Рук видел, что другие находят отдушину в своем представлении о Боге как о суровом, но добром отце или брате, который делит с ними тяжкую ношу. Ему же, напротив, отрадой служила уверенность в том, что жизнь отдельного человека не имеет значения. Он, кем бы ни был, — часть единого целого, пустяковая нота в великой фуге бытия.

Продиктованная этим нравственность выходила за рамки нескольких немногословных предписаний из книги капеллана. Она требовала чтить единство всего сущего.

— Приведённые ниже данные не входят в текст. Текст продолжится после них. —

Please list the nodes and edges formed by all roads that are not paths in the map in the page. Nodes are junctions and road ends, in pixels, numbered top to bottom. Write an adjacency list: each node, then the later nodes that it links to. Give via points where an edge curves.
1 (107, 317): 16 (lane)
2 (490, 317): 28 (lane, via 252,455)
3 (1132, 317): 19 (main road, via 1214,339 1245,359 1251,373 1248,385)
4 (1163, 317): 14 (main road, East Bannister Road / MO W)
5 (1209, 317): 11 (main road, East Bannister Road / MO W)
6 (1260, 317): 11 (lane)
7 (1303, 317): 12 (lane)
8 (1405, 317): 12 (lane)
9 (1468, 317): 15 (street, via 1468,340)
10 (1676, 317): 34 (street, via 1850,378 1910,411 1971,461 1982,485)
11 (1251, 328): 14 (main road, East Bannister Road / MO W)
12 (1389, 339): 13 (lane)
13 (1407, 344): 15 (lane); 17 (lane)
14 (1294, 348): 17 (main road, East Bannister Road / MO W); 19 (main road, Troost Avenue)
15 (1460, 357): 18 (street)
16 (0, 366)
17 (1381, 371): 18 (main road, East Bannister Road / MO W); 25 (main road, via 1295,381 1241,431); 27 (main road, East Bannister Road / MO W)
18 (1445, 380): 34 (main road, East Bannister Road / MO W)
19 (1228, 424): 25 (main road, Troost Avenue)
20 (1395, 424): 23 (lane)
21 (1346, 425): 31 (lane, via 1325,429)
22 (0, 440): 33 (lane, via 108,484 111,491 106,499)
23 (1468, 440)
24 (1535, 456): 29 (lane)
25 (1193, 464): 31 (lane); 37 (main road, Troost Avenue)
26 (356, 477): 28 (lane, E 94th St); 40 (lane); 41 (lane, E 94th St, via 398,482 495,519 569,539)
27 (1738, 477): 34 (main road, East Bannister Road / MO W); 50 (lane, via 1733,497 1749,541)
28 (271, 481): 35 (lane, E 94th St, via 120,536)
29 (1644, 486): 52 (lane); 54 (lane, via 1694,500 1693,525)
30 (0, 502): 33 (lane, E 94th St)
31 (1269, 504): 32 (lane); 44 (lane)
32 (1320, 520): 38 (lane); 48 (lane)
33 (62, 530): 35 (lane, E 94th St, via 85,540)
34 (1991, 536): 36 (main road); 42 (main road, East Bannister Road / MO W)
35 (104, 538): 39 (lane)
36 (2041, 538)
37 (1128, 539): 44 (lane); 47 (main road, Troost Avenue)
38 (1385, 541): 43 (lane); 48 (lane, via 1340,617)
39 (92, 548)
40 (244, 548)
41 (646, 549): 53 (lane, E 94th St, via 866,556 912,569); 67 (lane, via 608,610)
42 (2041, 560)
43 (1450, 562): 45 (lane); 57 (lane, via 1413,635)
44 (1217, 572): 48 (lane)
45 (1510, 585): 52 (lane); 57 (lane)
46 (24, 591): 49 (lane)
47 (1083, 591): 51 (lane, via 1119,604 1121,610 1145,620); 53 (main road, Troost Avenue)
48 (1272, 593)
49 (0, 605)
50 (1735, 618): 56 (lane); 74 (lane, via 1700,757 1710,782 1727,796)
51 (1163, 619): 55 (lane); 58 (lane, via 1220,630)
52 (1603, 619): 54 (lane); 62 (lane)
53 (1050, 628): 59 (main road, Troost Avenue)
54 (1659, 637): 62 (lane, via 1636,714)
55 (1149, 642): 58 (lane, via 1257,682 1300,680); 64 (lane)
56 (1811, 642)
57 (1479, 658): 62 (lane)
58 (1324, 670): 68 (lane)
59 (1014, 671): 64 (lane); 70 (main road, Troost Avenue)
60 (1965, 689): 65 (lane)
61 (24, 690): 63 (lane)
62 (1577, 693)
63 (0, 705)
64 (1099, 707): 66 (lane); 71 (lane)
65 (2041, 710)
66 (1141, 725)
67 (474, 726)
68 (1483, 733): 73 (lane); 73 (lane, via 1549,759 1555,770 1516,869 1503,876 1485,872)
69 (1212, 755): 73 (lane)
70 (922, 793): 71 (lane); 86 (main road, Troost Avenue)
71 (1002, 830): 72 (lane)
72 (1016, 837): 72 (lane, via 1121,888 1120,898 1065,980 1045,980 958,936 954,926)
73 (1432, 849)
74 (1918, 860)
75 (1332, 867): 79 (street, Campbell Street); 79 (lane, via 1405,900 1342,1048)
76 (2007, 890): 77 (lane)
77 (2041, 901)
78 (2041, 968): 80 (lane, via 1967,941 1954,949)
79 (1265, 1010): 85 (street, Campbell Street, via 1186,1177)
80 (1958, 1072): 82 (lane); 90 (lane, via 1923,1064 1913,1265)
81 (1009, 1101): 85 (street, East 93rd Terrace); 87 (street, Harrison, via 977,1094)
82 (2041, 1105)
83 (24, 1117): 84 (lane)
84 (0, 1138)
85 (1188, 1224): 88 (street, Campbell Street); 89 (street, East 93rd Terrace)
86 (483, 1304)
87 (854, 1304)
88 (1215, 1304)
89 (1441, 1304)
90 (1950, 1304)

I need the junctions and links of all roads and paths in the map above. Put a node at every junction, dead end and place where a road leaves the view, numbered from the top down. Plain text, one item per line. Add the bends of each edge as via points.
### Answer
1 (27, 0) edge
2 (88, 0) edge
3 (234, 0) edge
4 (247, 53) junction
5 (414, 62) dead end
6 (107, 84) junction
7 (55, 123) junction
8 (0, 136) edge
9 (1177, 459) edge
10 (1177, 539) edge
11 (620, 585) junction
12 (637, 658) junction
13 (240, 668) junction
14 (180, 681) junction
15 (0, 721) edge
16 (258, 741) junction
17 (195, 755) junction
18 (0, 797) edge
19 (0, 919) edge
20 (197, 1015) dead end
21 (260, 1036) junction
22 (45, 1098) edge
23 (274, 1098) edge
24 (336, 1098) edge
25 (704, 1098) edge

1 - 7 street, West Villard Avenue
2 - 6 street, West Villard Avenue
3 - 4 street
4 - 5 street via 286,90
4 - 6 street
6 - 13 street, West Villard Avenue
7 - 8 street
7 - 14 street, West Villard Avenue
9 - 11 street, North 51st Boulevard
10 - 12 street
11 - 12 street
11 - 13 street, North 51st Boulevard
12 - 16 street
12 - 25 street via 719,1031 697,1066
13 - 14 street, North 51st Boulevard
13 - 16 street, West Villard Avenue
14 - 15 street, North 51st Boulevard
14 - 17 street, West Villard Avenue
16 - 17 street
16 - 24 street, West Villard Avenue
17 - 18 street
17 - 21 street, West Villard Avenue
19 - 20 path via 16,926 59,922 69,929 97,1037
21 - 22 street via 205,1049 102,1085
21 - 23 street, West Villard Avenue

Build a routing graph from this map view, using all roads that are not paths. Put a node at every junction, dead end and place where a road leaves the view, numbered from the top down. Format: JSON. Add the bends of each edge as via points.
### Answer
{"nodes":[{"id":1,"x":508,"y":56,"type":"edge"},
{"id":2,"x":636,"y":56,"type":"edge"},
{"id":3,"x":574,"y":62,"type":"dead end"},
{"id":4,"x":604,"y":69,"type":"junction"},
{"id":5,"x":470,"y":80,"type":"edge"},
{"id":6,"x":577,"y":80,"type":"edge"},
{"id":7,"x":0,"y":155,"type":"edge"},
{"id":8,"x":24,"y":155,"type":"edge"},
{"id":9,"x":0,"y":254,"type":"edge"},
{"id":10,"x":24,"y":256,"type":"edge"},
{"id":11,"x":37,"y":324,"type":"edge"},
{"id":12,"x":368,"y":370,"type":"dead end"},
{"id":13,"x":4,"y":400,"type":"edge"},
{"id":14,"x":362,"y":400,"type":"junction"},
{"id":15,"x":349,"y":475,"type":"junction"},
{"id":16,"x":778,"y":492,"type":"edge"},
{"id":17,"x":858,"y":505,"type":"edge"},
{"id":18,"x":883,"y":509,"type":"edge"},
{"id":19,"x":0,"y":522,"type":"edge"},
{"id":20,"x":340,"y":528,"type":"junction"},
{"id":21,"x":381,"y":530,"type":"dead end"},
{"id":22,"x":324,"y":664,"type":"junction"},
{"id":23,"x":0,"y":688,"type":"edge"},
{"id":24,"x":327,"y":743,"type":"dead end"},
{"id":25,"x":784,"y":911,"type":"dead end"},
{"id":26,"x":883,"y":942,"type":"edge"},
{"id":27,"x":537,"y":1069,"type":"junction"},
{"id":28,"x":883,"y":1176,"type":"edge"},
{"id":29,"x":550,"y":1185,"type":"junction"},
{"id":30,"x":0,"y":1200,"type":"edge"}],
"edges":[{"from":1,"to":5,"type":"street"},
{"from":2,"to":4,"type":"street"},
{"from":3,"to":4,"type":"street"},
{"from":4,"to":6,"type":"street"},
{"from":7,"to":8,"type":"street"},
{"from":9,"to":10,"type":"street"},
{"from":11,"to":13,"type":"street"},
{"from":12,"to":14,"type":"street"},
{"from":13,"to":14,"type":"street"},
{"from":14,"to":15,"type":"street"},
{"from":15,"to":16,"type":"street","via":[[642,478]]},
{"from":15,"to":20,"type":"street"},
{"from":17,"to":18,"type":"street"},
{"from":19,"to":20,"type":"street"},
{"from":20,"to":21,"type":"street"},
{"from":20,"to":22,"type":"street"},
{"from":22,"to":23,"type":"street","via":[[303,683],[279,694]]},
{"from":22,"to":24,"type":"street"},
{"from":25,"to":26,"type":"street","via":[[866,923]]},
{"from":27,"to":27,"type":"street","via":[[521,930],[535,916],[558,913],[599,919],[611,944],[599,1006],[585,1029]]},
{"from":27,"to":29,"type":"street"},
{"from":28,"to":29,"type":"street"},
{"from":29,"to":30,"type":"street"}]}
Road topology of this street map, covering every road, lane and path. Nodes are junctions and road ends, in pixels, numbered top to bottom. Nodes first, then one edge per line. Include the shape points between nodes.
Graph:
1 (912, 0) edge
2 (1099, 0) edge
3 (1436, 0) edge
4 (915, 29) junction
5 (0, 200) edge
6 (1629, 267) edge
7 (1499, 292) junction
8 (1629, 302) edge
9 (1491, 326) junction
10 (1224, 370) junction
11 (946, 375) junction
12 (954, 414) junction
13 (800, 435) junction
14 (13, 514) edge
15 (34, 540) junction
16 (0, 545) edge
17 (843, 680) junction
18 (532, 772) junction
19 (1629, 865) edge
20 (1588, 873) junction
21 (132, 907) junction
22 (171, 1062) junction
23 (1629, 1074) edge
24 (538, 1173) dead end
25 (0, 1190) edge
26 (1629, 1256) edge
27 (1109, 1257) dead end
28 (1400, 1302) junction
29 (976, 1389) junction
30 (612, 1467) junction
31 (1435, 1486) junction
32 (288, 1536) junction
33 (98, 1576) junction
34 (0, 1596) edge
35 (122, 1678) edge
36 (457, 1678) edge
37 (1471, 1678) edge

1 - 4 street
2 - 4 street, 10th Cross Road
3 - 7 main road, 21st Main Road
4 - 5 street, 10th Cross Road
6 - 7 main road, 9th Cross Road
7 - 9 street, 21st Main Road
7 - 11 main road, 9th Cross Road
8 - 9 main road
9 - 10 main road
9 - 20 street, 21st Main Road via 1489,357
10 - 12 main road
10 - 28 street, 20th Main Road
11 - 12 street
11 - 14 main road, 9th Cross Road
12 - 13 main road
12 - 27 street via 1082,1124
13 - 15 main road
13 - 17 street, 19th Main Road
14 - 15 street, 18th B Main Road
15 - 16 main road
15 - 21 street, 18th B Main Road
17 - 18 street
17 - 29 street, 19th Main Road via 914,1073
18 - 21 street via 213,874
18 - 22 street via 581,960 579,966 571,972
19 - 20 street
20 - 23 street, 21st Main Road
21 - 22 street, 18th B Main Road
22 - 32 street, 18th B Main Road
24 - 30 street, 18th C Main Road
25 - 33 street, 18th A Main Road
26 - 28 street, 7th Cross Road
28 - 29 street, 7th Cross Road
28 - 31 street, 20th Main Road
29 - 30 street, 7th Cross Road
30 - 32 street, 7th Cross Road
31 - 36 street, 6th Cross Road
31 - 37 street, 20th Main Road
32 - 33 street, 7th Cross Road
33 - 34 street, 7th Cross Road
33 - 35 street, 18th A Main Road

Навредить одному — значит навредить всем.

Рук мечтал, как покинет это место — не только академию, но и закрытый от остального мира, жавшийся к бухте Портсмут с его узкими улочками, где все слишком хорошо знали его, старшего сына Бенджамина Рука, — хорошего, но слегка чудаковатого паренька.

Не имея никаких доказательств, он все же упрямо верил, что однажды на свете найдется место для такого человека, как он.

* * *

В 1775 году Руку исполнилось тринадцать, и доктор Эдейр отвез своего талантливого ученика в Гринвич, чтобы познакомить с королевским астрономом.

Так далеко от дома Рук еще не бывал. Всю дорогу он глазел из окна экипажа — все ему было в диковинку, будто он оказался в самом сердце Африки. Каждая грязная деревушка — внове, каждый вылупивший глаза фермер — чужеземец. К концу дня он опьянел от новых впечатлений.

Доктор Викери оказался мужчиной средних лет с тяжелой челюстью и сонным, ускользающим взглядом. Рук узнал в этом себя: ему тоже нелегко было смотреть людям в глаза.

Потрясенный тем, что он оказался в той самой шестиугольной комнате с высокими окнами, где Галлей некогда рассчитал траекторию движения своей кометы, Рук не смог как полагается ответить на приветствие королевского астронома. Но доктора Викери неловкость мальчика ничуть не смутила. Он подвел Рука к стене, где висела огромная латунная четверть круга, по краю которой бежала шкала с делениями такими же тонкими, как орнамент на золотых часах доктора Викери.

— Мастер Рук, я уверен, вам будет любопытно взглянуть на этот квадрант. Восемь футов в радиусе. Видите маркировку на дуговидных пластинах? Изготовлено лондонским механиком Джоном Бердом с помощью метода половинного деления.